Prompt: Only the number is wanted: count the lines in the data with "市道田富玉穂大津線" in them.

Entries provided:

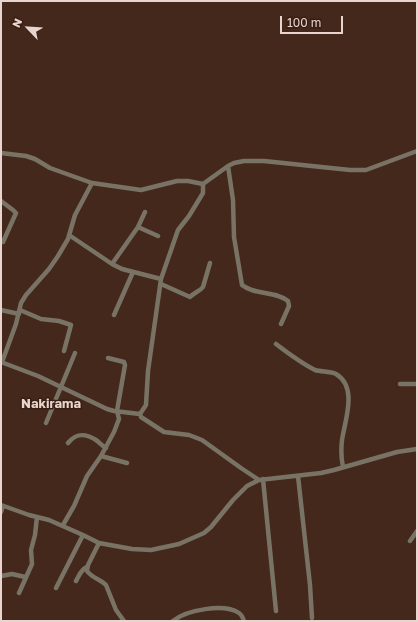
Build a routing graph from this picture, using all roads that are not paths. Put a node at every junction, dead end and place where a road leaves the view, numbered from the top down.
1 (417, 151) edge
2 (1, 153) edge
3 (228, 166) junction
4 (92, 183) junction
5 (203, 184) junction
6 (1, 201) edge
7 (145, 212) dead end
8 (138, 227) junction
9 (69, 236) junction
10 (158, 236) dead end
11 (3, 242) dead end
12 (210, 263) dead end
13 (112, 264) junction
14 (133, 272) junction
15 (161, 282) junction
16 (1, 310) edge
17 (19, 312) junction
18 (114, 315) dead end
19 (281, 324) dead end
20 (276, 344) dead end
21 (64, 351) dead end
22 (75, 353) dead end
23 (108, 358) dead end
24 (1, 362) edge
25 (400, 384) dead end
26 (417, 384) edge
27 (61, 387) junction
28 (118, 411) junction
29 (140, 414) junction
30 (46, 423) dead end
31 (68, 443) dead end
32 (106, 448) junction
33 (417, 449) edge
34 (101, 456) junction
35 (127, 463) dead end
36 (343, 467) junction
37 (250, 474) junction
38 (298, 476) junction
39 (261, 479) junction
40 (251, 483) junction
41 (2, 505) edge
42 (1, 512) edge
43 (37, 517) junction
44 (63, 525) junction
45 (417, 531) edge
46 (84, 535) junction
47 (410, 541) dead end
48 (99, 543) junction
49 (87, 567) junction
50 (1, 576) edge
51 (25, 577) junction
52 (76, 582) dead end
53 (56, 588) dead end
54 (19, 593) dead end
55 (276, 611) dead end
56 (312, 618) dead end
57 (124, 621) edge
58 (173, 621) edge
59 (244, 621) edge

1 - 3 street
2 - 4 street
3 - 5 street
3 - 19 street
4 - 5 street
4 - 9 street
5 - 15 street
6 - 11 street
7 - 8 street
8 - 10 street
8 - 13 street
9 - 13 street
9 - 17 street
12 - 15 street
13 - 14 street
14 - 15 street
14 - 18 street
15 - 29 street
16 - 17 street
17 - 21 street
17 - 24 street
20 - 36 street
22 - 27 street
23 - 28 street
24 - 27 street
25 - 26 street
27 - 28 street
27 - 30 street
28 - 29 street
28 - 32 street
29 - 37 street
31 - 32 street
32 - 34 street
33 - 36 street
34 - 35 street
34 - 44 street
36 - 38 street
37 - 39 street
37 - 40 street
38 - 39 street
38 - 56 street
39 - 40 street
39 - 55 street
40 - 48 street
41 - 42 street
41 - 43 street
43 - 44 street
43 - 51 street
44 - 46 street
45 - 47 street
46 - 48 street
46 - 53 street
48 - 49 street
49 - 52 street
49 - 57 street
50 - 51 street
51 - 54 street
58 - 59 street

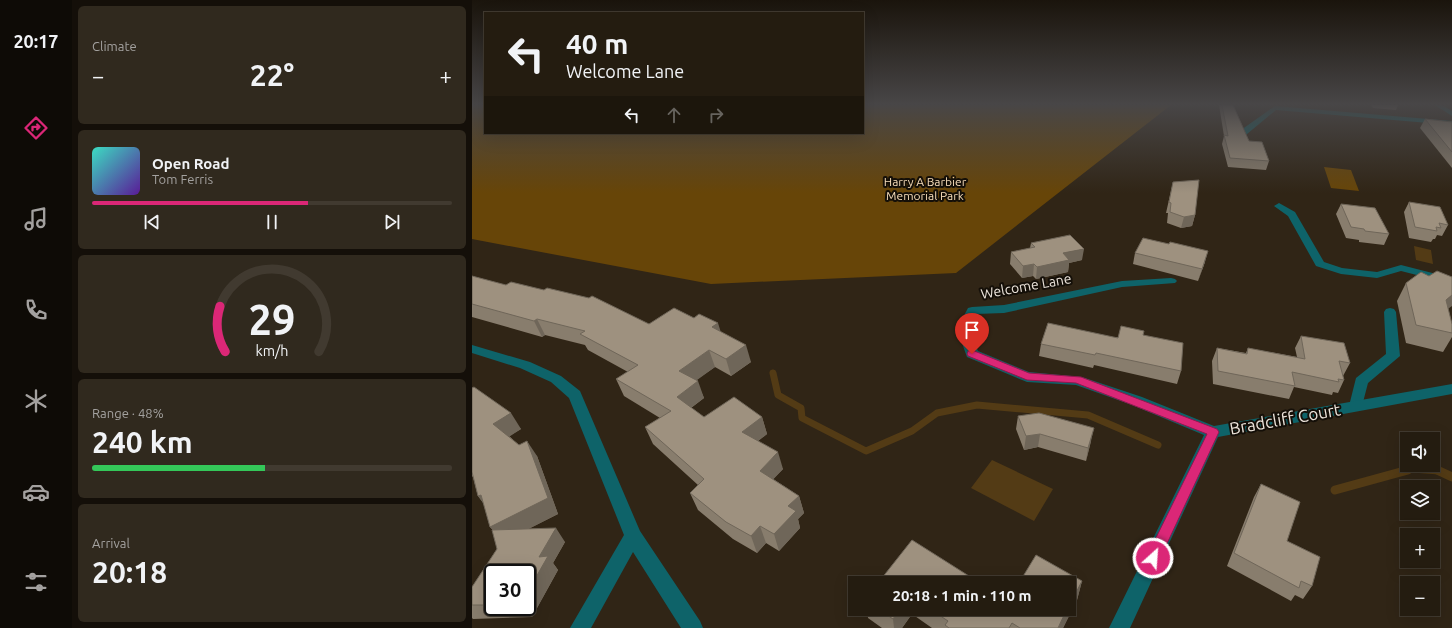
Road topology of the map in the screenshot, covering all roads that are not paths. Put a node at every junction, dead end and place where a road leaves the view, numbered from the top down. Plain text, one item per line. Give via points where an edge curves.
1 (1279, 206) dead end
2 (1171, 281) dead end
3 (1452, 281) edge
4 (1390, 312) dead end
5 (472, 349) edge
6 (1452, 389) edge
7 (1356, 406) junction
8 (1213, 432) junction
9 (633, 536) junction
10 (580, 628) edge
11 (693, 628) edge
12 (1119, 628) edge

1 - 3 street via 1292,214 1320,264 1377,275 1401,268
2 - 8 street, Welcome Lane via 1122,284 1004,308 972,311 963,328 972,354 1027,377 1077,380
4 - 7 street via 1394,356 1361,382
5 - 9 street via 531,367 556,378 575,395
6 - 7 street, Bradcliff Court
7 - 8 street, Bradcliff Court
8 - 12 street, Bradcliff Court
9 - 10 street
9 - 11 street

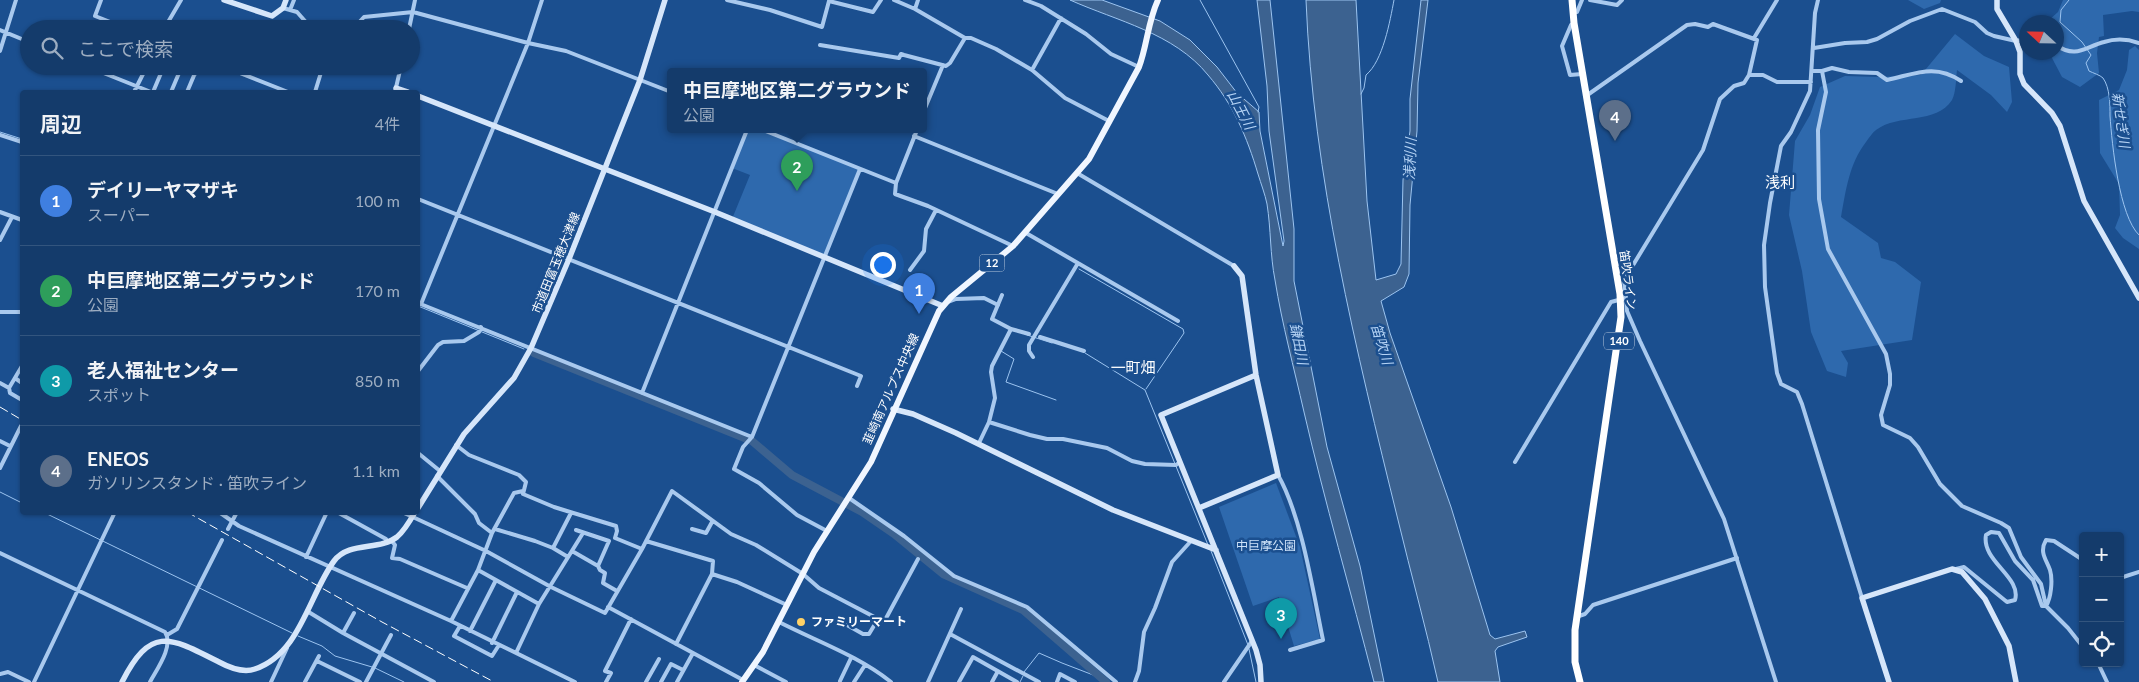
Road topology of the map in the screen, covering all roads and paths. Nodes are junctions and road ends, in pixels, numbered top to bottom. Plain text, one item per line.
1 (16, 0) edge
2 (101, 0) edge
3 (181, 0) edge
4 (226, 0) edge
5 (286, 0) edge
6 (294, 0) edge
7 (415, 0) edge
8 (542, 0) edge
9 (665, 0) edge
10 (726, 0) edge
11 (880, 0) edge
12 (894, 0) edge
13 (918, 0) edge
14 (1025, 0) edge
15 (1158, 0) edge
16 (1572, 0) edge
17 (1582, 0) edge
18 (1590, 0) edge
19 (1622, 0) edge
20 (1777, 0) edge
21 (1818, 0) edge
22 (1996, 0) edge
23 (283, 8) junction
24 (915, 9) junction
25 (290, 10) junction
26 (413, 12) junction
27 (1573, 12) junction
28 (1061, 18) junction
29 (105, 20) edge
30 (169, 20) edge
31 (304, 20) edge
32 (361, 20) edge
33 (411, 20) edge
34 (1574, 24) junction
35 (0, 30) edge
36 (6, 31) junction
37 (20, 38) edge
38 (965, 38) junction
39 (1754, 38) junction
40 (2019, 40) edge
41 (2016, 41) junction
42 (528, 43) junction
43 (2139, 43) edge
44 (820, 45) dead end
45 (1814, 48) junction
46 (0, 51) edge
47 (2064, 51) edge
48 (943, 65) junction
49 (1139, 67) junction
50 (1032, 70) junction
51 (1812, 71) junction
52 (1822, 72) junction
53 (1582, 74) junction
54 (109, 75) edge
55 (142, 75) edge
56 (160, 75) edge
57 (177, 75) edge
58 (195, 75) edge
59 (245, 75) edge
60 (320, 75) edge
61 (399, 75) edge
62 (1749, 75) junction
63 (640, 80) junction
64 (1961, 81) dead end
65 (1811, 82) junction
66 (137, 86) junction
67 (135, 90) edge
68 (147, 90) edge
69 (153, 90) edge
70 (172, 90) edge
71 (189, 90) edge
72 (283, 90) edge
73 (316, 90) edge
74 (396, 90) edge
75 (667, 90) edge
76 (1586, 96) junction
77 (420, 97) edge
78 (927, 106) edge
79 (1109, 121) junction
80 (493, 126) junction
81 (746, 133) edge
82 (770, 133) edge
83 (916, 133) edge
84 (0, 136) edge
85 (914, 136) junction
86 (20, 141) edge
87 (605, 169) junction
88 (860, 169) junction
89 (1077, 173) junction
90 (896, 183) junction
91 (1058, 194) junction
92 (420, 200) edge
93 (936, 210) junction
94 (0, 212) edge
95 (715, 212) junction
96 (458, 215) junction
97 (12, 217) junction
98 (20, 219) edge
99 (1026, 232) junction
100 (0, 238) edge
101 (1013, 246) junction
102 (824, 258) junction
103 (569, 259) junction
104 (1078, 263) junction
105 (1234, 266) joint
106 (910, 270) dead end
107 (1002, 295) dead end
108 (2139, 298) edge
109 (1624, 299) junction
110 (678, 302) junction
111 (420, 303) edge
112 (998, 305) junction
113 (942, 306) junction
114 (0, 312) edge
115 (20, 312) edge
116 (1178, 321) dead end
117 (480, 329) junction
118 (1011, 329) junction
119 (1029, 334) dead end
120 (1040, 337) dead end
121 (788, 346) junction
122 (531, 348) junction
123 (1084, 351) dead end
124 (1032, 357) dead end
125 (420, 368) edge
126 (20, 369) edge
127 (1256, 375) junction
128 (15, 378) junction
129 (20, 382) edge
130 (0, 383) edge
131 (856, 386) dead end
132 (9, 388) junction
133 (642, 393) junction
134 (20, 399) edge
135 (893, 409) junction
136 (989, 422) junction
137 (20, 428) edge
138 (750, 439) junction
139 (0, 441) edge
140 (978, 443) junction
141 (10, 446) junction
142 (456, 446) junction
143 (420, 455) edge
144 (1180, 462) junction
145 (1515, 462) dead end
146 (0, 468) edge
147 (439, 474) junction
148 (1278, 475) junction
149 (523, 491) junction
150 (847, 501) junction
151 (420, 505) edge
152 (1199, 508) junction
153 (571, 513) junction
154 (114, 515) edge
155 (224, 515) edge
156 (236, 515) edge
157 (326, 515) edge
158 (342, 515) edge
159 (413, 515) edge
160 (233, 521) junction
161 (712, 522) junction
162 (692, 529) dead end
163 (228, 530) dead end
164 (576, 530) dead end
165 (493, 531) junction
166 (828, 531) junction
167 (583, 533) junction
168 (222, 540) dead end
169 (389, 541) junction
170 (646, 541) junction
171 (1191, 541) junction
172 (553, 548) junction
173 (642, 549) junction
174 (1216, 550) junction
175 (486, 551) junction
176 (572, 551) junction
177 (0, 553) edge
178 (306, 557) junction
179 (568, 557) junction
180 (2079, 557) edge
181 (1737, 558) junction
182 (918, 559) dead end
183 (598, 566) junction
184 (330, 568) junction
185 (478, 570) junction
186 (1952, 570) junction
187 (2139, 572) edge
188 (712, 574) junction
189 (803, 574) junction
190 (2123, 577) edge
191 (496, 580) junction
192 (551, 587) junction
193 (467, 588) junction
194 (78, 590) junction
195 (617, 591) junction
196 (518, 592) junction
197 (1862, 598) junction
198 (539, 604) junction
199 (787, 606) junction
200 (2046, 606) junction
201 (608, 607) junction
202 (961, 609) dead end
203 (307, 611) junction
204 (354, 613) dead end
205 (1576, 617) junction
206 (631, 619) junction
207 (451, 621) junction
208 (779, 622) junction
209 (875, 624) dead end
210 (847, 625) dead end
211 (460, 626) junction
212 (470, 631) junction
213 (343, 634) junction
214 (950, 634) junction
215 (391, 635) dead end
216 (168, 638) junction
217 (1252, 641) junction
218 (2079, 642) edge
219 (492, 643) junction
220 (676, 644) junction
221 (498, 645) junction
222 (288, 646) junction
223 (1290, 650) dead end
224 (516, 653) junction
225 (693, 653) junction
226 (381, 654) junction
227 (851, 658) junction
228 (659, 659) dead end
229 (865, 664) junction
230 (754, 665) junction
231 (2100, 667) edge
232 (683, 670) junction
233 (998, 671) junction
234 (0, 674) edge
235 (840, 680) dead end
236 (306, 681) edge
237 (573, 681) edge
238 (743, 681) edge
239 (28, 682) edge
240 (34, 682) edge
241 (122, 682) edge
242 (150, 682) edge
243 (270, 682) edge
244 (313, 682) edge
245 (360, 682) edge
246 (366, 682) edge
247 (434, 682) edge
248 (606, 682) edge
249 (646, 682) edge
250 (661, 682) edge
251 (677, 682) edge
252 (786, 682) edge
253 (854, 682) edge
254 (891, 682) edge
255 (928, 682) edge
256 (959, 682) edge
257 (992, 682) edge
258 (1017, 682) edge
259 (1039, 682) edge
260 (1057, 682) edge
261 (1074, 682) edge
262 (1116, 682) edge
263 (1135, 682) edge
264 (1224, 682) edge
265 (1261, 682) edge
266 (1580, 682) edge
267 (1776, 682) edge
268 (1889, 682) edge
269 (2016, 682) edge
270 (2107, 682) edge

1 - 36 street
2 - 29 street
3 - 30 street
4 - 23 street
5 - 23 street
6 - 25 street
7 - 26 street
8 - 42 street
9 - 63 street, 市道田富玉穂大津線
10 - 11 street
12 - 24 street
13 - 24 street
14 - 28 street
15 - 49 main road, 韮崎南アルプス中央線 / 12
16 - 27 highway, 笛吹ライン / 140
17 - 27 street
18 - 19 street
20 - 39 street
21 - 45 street
22 - 41 street
23 - 25 street
24 - 38 street
25 - 31 street
26 - 32 street
26 - 33 street
26 - 42 street
27 - 34 highway, 笛吹ライン / 140
28 - 49 street
28 - 50 street
34 - 53 highway, 笛吹ライン / 140
34 - 53 street
35 - 36 street
36 - 37 street
36 - 46 street
38 - 48 street
38 - 50 street
39 - 62 street
39 - 76 street
40 - 41 street
41 - 45 street
41 - 108 street
42 - 63 street
42 - 80 street
43 - 47 street
44 - 48 street
45 - 51 street
48 - 78 street
49 - 79 main road, 韮崎南アルプス中央線 / 12
50 - 79 street
51 - 52 street
51 - 65 street
52 - 64 street
52 - 200 street
53 - 76 highway, 笛吹ライン / 140
54 - 66 street
55 - 66 street
56 - 69 street
57 - 70 street
58 - 71 street
59 - 72 street
60 - 73 street
61 - 74 street
62 - 65 street
62 - 109 street
63 - 75 street
63 - 87 street, 市道田富玉穂大津線
65 - 197 street
66 - 67 street
66 - 68 street
76 - 109 highway, 笛吹ライン / 140
77 - 80 street
79 - 89 main road, 韮崎南アルプス中央線 / 12
80 - 87 street
80 - 96 street
81 - 95 street
82 - 88 street
83 - 85 street
84 - 86 street
85 - 90 street
85 - 91 street
87 - 95 street
87 - 103 street, 市道田富玉穂大津線
88 - 90 street
88 - 102 street
89 - 91 main road, 韮崎南アルプス中央線 / 12
89 - 105 street
90 - 93 street
91 - 99 main road, 韮崎南アルプス中央線 / 12
92 - 96 street
93 - 101 street
93 - 106 street
94 - 97 street
95 - 102 street
95 - 110 street
96 - 103 street
96 - 111 street
97 - 98 street
97 - 100 street
99 - 101 main road, 韮崎南アルプス中央線 / 12
99 - 104 street
101 - 113 main road, 韮崎南アルプス中央線 / 12
102 - 113 street
102 - 121 street
103 - 110 street
103 - 122 street, 市道田富玉穂大津線
104 - 116 street
104 - 124 street
105 - 127 street
107 - 112 street
109 - 145 street
109 - 181 street
109 - 205 highway, 笛吹ライン / 140
110 - 121 street
110 - 133 street
111 - 117 street
112 - 113 street
112 - 118 street
113 - 135 main road, 韮崎南アルプス中央線 / 12
114 - 115 street
117 - 122 street
117 - 125 street
118 - 119 street
118 - 136 street
120 - 123 street
121 - 131 street
121 - 138 street
122 - 133 street
122 - 142 street, 市道田富玉穂大津線
126 - 128 street
127 - 144 street
127 - 148 street
128 - 129 street
128 - 132 street
130 - 132 street
132 - 134 street
133 - 138 street
135 - 140 street
135 - 150 main road, 韮崎南アルプス中央線 / 12
136 - 140 street
136 - 144 street
137 - 141 street
138 - 166 street
139 - 141 street
140 - 171 street
141 - 146 street
142 - 147 street, 市道田富玉穂大津線
142 - 149 street
143 - 147 street
144 - 152 street
147 - 151 street, 市道田富玉穂大津線
147 - 165 street
148 - 152 street
148 - 223 street
149 - 153 street
149 - 165 street
150 - 166 main road, 韮崎南アルプス中央線 / 12
150 - 262 street
152 - 174 street
153 - 172 street
153 - 173 street
154 - 194 street
155 - 160 street
156 - 160 street
157 - 178 street
158 - 169 street
159 - 169 street
159 - 175 street
160 - 163 street
160 - 178 street
161 - 162 street
161 - 170 street
161 - 189 street
164 - 167 street
165 - 172 street
165 - 175 street
166 - 189 main road, 韮崎南アルプス中央線 / 12
167 - 176 street
167 - 183 street
168 - 216 street
169 - 184 street
169 - 193 street
170 - 173 street
170 - 188 street
171 - 174 street
171 - 263 street
172 - 179 street
173 - 195 street
174 - 217 street
175 - 185 street
175 - 192 street
176 - 179 street
176 - 183 street
177 - 194 street
178 - 184 street
179 - 192 street
180 - 200 street
181 - 205 street
181 - 267 street
182 - 189 street
183 - 195 street
184 - 203 street
184 - 207 street
185 - 191 street
185 - 193 street
186 - 197 street
186 - 200 street
186 - 269 street
187 - 190 street
188 - 199 street
188 - 220 street
189 - 199 main road, 韮崎南アルプス中央線 / 12
191 - 196 street
191 - 212 street
192 - 198 street
192 - 201 street
193 - 207 street
194 - 216 street
194 - 240 street
195 - 201 street
196 - 198 street
196 - 219 street
197 - 268 street
198 - 224 street
199 - 208 main road, 韮崎南アルプス中央線 / 12
200 - 218 street
201 - 206 street
202 - 214 street
203 - 213 street
203 - 222 street
204 - 213 street
205 - 266 highway, 笛吹ライン / 140
206 - 220 street
206 - 248 street
207 - 211 street
208 - 227 street
208 - 230 main road, 韮崎南アルプス中央線 / 12
209 - 210 street
211 - 212 street
211 - 221 street
212 - 219 street
213 - 226 street
214 - 255 street
214 - 259 street
215 - 226 street
216 - 222 street
216 - 241 street
216 - 242 street
217 - 264 street
217 - 265 street
219 - 221 street
220 - 225 street
221 - 224 street
222 - 243 street
224 - 237 street
225 - 232 street
225 - 238 street
226 - 246 street
226 - 247 street
227 - 229 street
227 - 235 street
228 - 249 street
229 - 253 street
229 - 254 street
230 - 238 main road, 韮崎南アルプス中央線 / 12
230 - 252 street
231 - 270 street
232 - 250 street
232 - 251 street
233 - 256 street
233 - 257 street
233 - 258 street
234 - 239 street
236 - 244 street
236 - 245 street
260 - 261 street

Output of the exercise: 7